Corona sniffer dogs will not be used in Belgium

Corona sniffer dogs will not be used in Belgium
© Pete Nuij for Unsplash

Eleven trained sniffer dogs that received an additional training in tracing people infected with the coronavirus will not be deployed in Belgium after all, the Task Force Testing has decided.

The dogs, which are already in use as sniffer dogs for sniffing out drugs or victims buried in earthquakes, started training in January under the supervision of Dr Chris Callewaert, who is an expert in skin microbiology, or in layman’s terms, sweaty smells.

Dogs have around 800 more smell receptors than humans, and are able to pick up scents that humans cannot detect.
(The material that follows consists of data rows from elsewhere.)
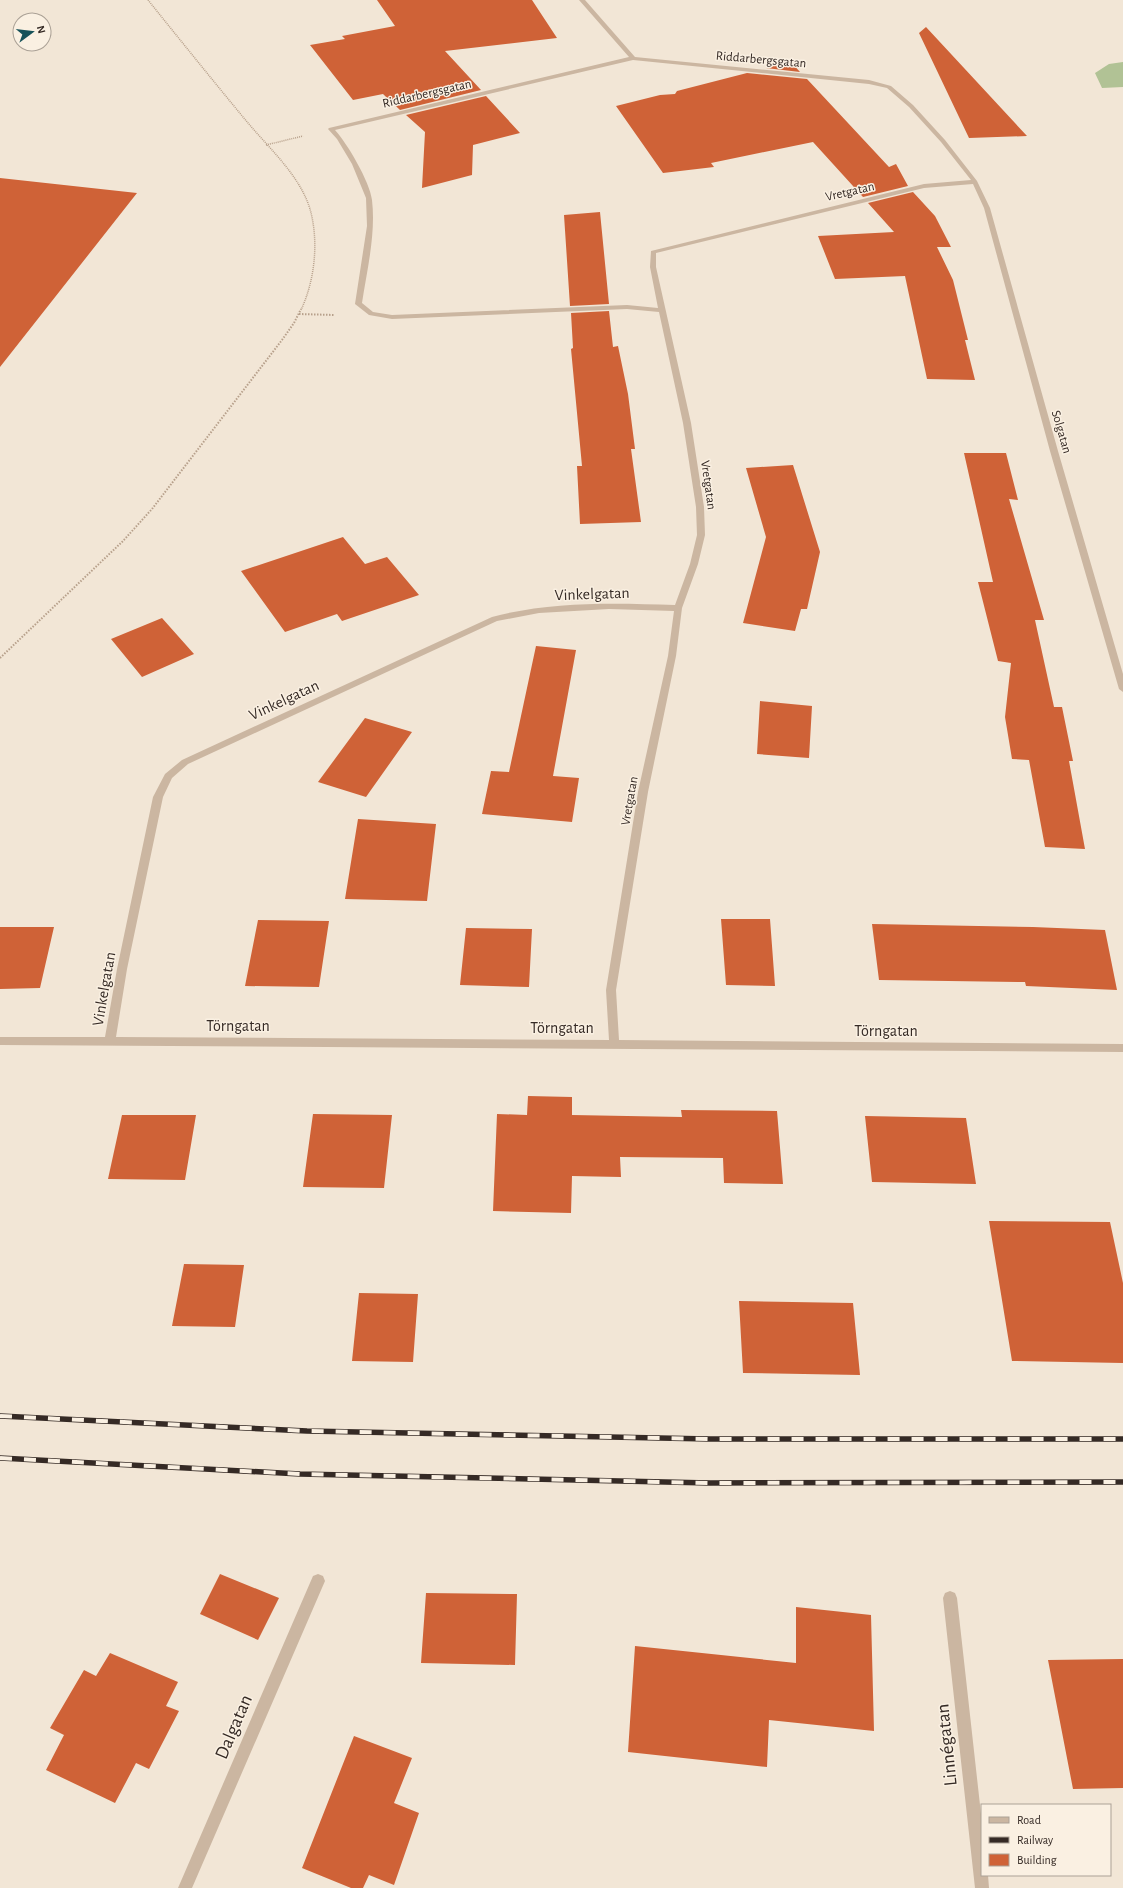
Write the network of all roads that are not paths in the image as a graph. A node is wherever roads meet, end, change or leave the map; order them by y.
1 (582, 0) edge
2 (633, 58) junction
3 (975, 182) junction
4 (662, 310) junction
5 (678, 608) junction
6 (1123, 689) edge
7 (0, 1041) edge
8 (110, 1041) junction
9 (614, 1045) junction
10 (1123, 1048) edge
11 (318, 1582) dead end
12 (950, 1598) dead end
13 (185, 1888) edge
14 (982, 1888) edge

1 - 2 street
2 - 3 street, Riddarbergsgatan
2 - 4 street, Riddarbergsgatan
3 - 4 street, Vretgatan
3 - 6 street, Solgatan
4 - 5 street, Vretgatan
5 - 8 street, Vinkelgatan
5 - 9 street, Vretgatan
7 - 8 street, Törngatan
8 - 9 street, Törngatan
9 - 10 street, Törngatan
11 - 13 street, Dalgatan
12 - 14 street, Linnégatan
Taken together, those receptors make a dog’s sense of smell between 10,000 and 100,000 times more acute than ours.

They are used to search for earthquake and avalanche victims, people with cancer, as well as anyone in possession of drugs.
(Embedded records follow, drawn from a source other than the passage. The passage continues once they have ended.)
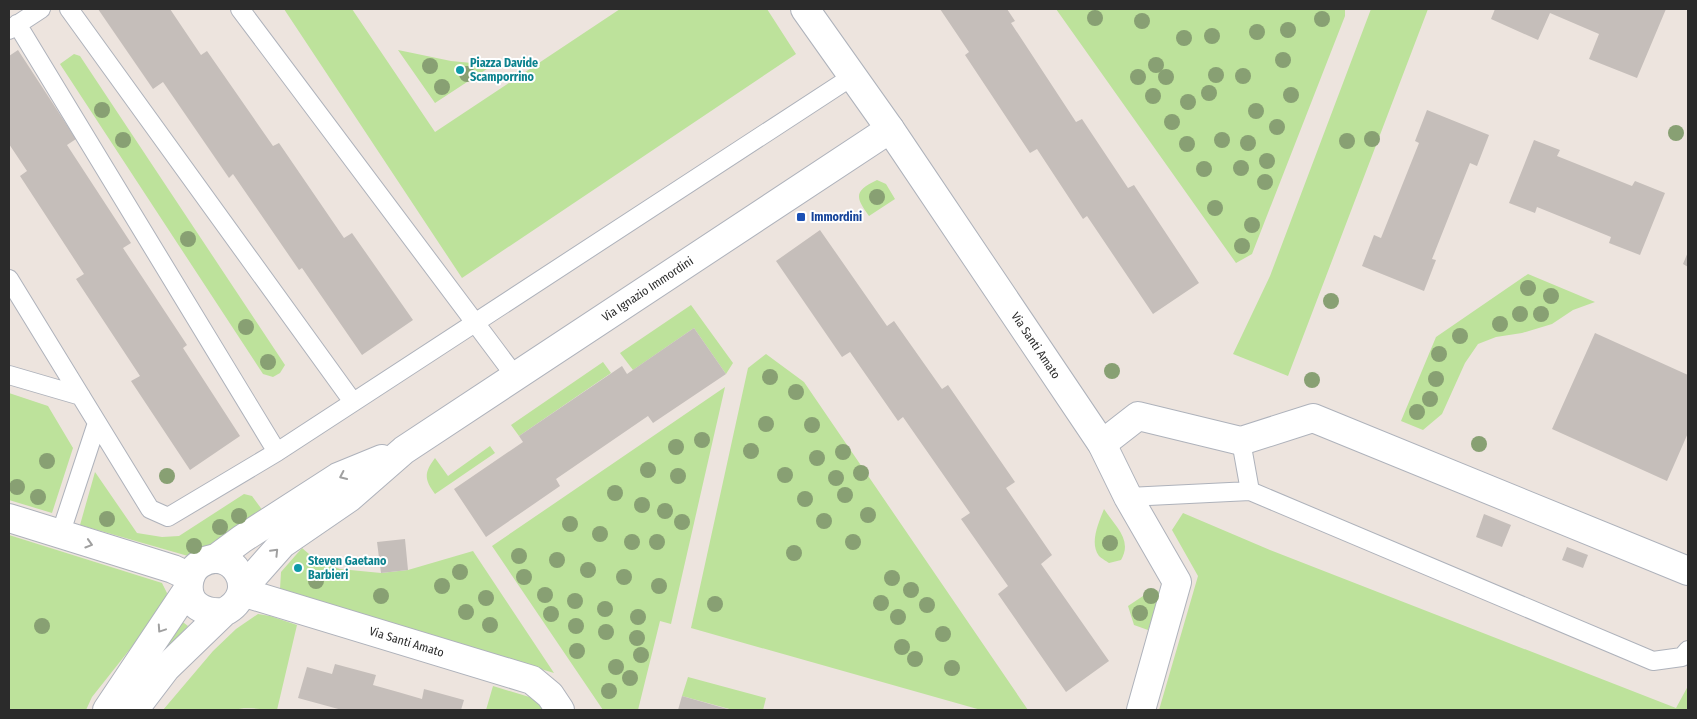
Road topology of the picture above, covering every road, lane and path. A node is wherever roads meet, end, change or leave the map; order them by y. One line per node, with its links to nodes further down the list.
1 (41, 9): 5 (lane)
2 (69, 9): 13 (lane)
3 (240, 9): 9 (lane)
4 (805, 9): 6 (street, Via Santi Amato)
5 (13, 27): 18 (lane)
6 (853, 76): 7 (street, Via Santi Amato); 9 (lane)
7 (890, 129): 11 (street, Via Ignazio Immordini); 16 (street, Via Santi Amato)
8 (9, 279): 12 (lane)
9 (474, 323): 11 (lane); 13 (lane)
10 (9, 375): 12 (lane)
11 (515, 376): 17 (street, Via Ignazio Immordini)
12 (81, 396): 14 (lane)
13 (353, 402): 18 (lane)
14 (97, 422): 18 (lane); 22 (lane)
15 (1242, 440): 16 (street); 19 (lane); 24 (street)
16 (1102, 444): 20 (street, Via Santi Amato)
17 (404, 450): 23 (street, one-way to 23); 26 (street, one-way to 17)
18 (277, 452)
19 (1250, 491): 20 (lane); 28 (lane)
20 (1128, 497): 32 (street, Via Santi Amato)
21 (9, 518): 22 (street)
22 (60, 535): 25 (street, one-way to 25)
23 (215, 559): 25 (street); 26 (street)
24 (1688, 571)
25 (189, 583): 27 (street); 29 (street, one-way to 29)
26 (242, 590): 27 (street); 31 (street, Via Santi Amato)
27 (224, 612): 30 (street)
28 (1688, 650)
29 (106, 710)
30 (134, 710)
31 (560, 710)
32 (1141, 710)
It was also research carried out in Paris earlier this year that revealed that those talents could also be used in detecting a person infected with the Covid-19 virus. Apparently, the infection causes the person to secrete certain chemicals, even when they may have no symptoms. Dogs can be trained to recognised that smell. The breed of dog has no effect on their success.

The dogs have completed their training, and passed with flying colours: a specificity of 98%, and a sensitivity of 81%.
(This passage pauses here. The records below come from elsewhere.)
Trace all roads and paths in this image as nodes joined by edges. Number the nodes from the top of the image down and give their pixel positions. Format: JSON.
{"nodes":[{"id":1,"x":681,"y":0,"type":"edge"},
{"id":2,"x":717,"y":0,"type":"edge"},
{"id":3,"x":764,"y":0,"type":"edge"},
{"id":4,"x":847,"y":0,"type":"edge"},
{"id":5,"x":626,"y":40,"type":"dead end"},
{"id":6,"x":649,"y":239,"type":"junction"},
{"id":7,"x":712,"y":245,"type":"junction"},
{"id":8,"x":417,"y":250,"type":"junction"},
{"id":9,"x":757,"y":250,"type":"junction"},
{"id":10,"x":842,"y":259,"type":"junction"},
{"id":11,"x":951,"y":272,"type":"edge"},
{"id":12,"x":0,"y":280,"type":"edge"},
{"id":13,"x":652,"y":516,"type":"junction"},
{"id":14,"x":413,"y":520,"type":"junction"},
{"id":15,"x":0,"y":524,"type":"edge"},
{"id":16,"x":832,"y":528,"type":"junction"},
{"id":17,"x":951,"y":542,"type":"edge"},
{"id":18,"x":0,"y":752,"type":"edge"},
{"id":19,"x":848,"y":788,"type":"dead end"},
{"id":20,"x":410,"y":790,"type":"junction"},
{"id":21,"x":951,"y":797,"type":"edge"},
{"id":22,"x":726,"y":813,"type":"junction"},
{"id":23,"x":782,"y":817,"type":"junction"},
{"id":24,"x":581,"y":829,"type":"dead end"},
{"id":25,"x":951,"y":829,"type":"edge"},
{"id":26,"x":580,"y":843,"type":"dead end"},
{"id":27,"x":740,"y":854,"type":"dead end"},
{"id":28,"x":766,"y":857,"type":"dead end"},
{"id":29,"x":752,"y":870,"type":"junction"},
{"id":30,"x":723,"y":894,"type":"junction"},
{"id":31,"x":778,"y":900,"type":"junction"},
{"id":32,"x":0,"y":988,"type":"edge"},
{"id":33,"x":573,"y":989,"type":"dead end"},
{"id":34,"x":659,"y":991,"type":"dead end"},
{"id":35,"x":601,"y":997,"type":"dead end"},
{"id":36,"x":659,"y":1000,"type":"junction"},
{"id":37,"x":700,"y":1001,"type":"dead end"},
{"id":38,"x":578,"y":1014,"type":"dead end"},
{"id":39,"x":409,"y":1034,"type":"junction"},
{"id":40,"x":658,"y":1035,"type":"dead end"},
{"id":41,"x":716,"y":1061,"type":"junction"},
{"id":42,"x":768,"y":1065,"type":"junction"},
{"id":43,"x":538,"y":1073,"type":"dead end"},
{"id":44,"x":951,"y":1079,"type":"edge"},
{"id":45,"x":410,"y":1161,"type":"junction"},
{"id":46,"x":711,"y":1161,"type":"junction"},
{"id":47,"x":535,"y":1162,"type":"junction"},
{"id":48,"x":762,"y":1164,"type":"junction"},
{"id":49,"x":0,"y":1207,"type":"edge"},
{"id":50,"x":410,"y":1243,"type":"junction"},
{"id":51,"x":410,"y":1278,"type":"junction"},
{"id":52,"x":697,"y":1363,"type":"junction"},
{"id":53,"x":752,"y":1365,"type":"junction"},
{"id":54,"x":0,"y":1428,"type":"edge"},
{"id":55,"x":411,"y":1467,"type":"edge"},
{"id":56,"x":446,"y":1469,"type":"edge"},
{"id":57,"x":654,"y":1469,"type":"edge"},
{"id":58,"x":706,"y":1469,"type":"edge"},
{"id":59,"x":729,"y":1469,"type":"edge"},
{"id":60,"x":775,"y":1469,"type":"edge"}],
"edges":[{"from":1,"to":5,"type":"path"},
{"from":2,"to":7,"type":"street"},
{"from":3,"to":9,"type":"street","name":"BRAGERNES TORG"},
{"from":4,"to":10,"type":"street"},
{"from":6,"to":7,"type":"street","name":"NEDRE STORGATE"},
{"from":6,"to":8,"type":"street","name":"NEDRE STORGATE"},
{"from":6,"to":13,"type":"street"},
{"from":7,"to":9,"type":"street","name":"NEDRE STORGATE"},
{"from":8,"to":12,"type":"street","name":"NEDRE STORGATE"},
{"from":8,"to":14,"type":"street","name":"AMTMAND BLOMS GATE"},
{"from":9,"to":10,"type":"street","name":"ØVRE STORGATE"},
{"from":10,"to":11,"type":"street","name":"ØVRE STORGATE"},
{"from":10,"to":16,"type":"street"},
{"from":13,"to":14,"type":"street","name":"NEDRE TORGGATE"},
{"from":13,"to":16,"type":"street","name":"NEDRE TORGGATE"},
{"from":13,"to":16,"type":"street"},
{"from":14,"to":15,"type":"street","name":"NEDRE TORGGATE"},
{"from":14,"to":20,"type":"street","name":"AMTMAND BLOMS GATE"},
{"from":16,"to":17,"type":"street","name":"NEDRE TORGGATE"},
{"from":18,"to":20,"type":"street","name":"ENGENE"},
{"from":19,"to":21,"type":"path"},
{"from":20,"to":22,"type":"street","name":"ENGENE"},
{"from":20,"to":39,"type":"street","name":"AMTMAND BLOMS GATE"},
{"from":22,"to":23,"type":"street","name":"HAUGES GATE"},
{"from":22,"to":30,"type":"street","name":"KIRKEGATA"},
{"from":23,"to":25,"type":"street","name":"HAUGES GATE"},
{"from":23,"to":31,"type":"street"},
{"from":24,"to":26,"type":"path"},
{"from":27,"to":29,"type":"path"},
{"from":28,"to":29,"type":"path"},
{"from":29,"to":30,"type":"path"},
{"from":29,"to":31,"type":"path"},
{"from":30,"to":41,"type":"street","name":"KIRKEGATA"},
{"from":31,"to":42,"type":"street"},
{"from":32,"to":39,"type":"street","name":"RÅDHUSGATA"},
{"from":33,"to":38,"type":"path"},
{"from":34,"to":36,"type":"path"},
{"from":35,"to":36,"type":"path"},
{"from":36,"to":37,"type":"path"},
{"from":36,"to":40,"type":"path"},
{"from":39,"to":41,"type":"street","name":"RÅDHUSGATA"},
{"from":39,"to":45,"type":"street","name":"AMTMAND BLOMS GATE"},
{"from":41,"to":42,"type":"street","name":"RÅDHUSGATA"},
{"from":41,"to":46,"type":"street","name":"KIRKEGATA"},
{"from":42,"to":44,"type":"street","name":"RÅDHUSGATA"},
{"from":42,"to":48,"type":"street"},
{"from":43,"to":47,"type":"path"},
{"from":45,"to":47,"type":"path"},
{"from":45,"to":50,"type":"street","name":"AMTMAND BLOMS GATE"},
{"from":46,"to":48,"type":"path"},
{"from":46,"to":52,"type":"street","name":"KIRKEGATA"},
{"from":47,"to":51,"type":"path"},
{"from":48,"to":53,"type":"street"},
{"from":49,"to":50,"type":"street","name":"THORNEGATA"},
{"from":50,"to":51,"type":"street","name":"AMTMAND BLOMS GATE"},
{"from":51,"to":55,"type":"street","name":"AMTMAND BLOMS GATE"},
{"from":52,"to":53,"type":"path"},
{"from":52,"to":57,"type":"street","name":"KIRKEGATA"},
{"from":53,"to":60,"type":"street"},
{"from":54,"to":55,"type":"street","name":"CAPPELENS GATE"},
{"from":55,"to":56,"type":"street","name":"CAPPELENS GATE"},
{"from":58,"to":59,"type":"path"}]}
Specificity means that from a sample of 100 negative samples, the dogs will only pick out two as positive.

Sensitivity means that from 100 positive samples, the dogs missed 19. Spectacular results. And as there appears to be a basic scent to the virus, the dogs were able to detect the different variants with equal effectiveness, without having to be trained for each one specifically.

The following video talks about a live experiment carried out at Helsinki Airport.

However, despite those promising results and the rapid approach of holiday season, the 11 dogs and any that may follow will not be seen at Belgium’s entry ports this summer.

The problem? There is no legal framework for the use of medical sniffer dogs – as opposed to dogs used to detect possessions such as drugs, these dogs are deployed to detect a personal condition.

But the group in charge of the research intends to find a way out of the legal tangle.

There was a little bit of disappointment among the researchers, but not much,” said Chris Callewaert.

We are especially happy with the result. We never thought that those dogs would be so successful. Everyone was very happy that they participated and I too thought they were very pleasant to work with.”

The dogs will not be unemployed, however. They all have jobs to go back to, in other smell-detection disciplines.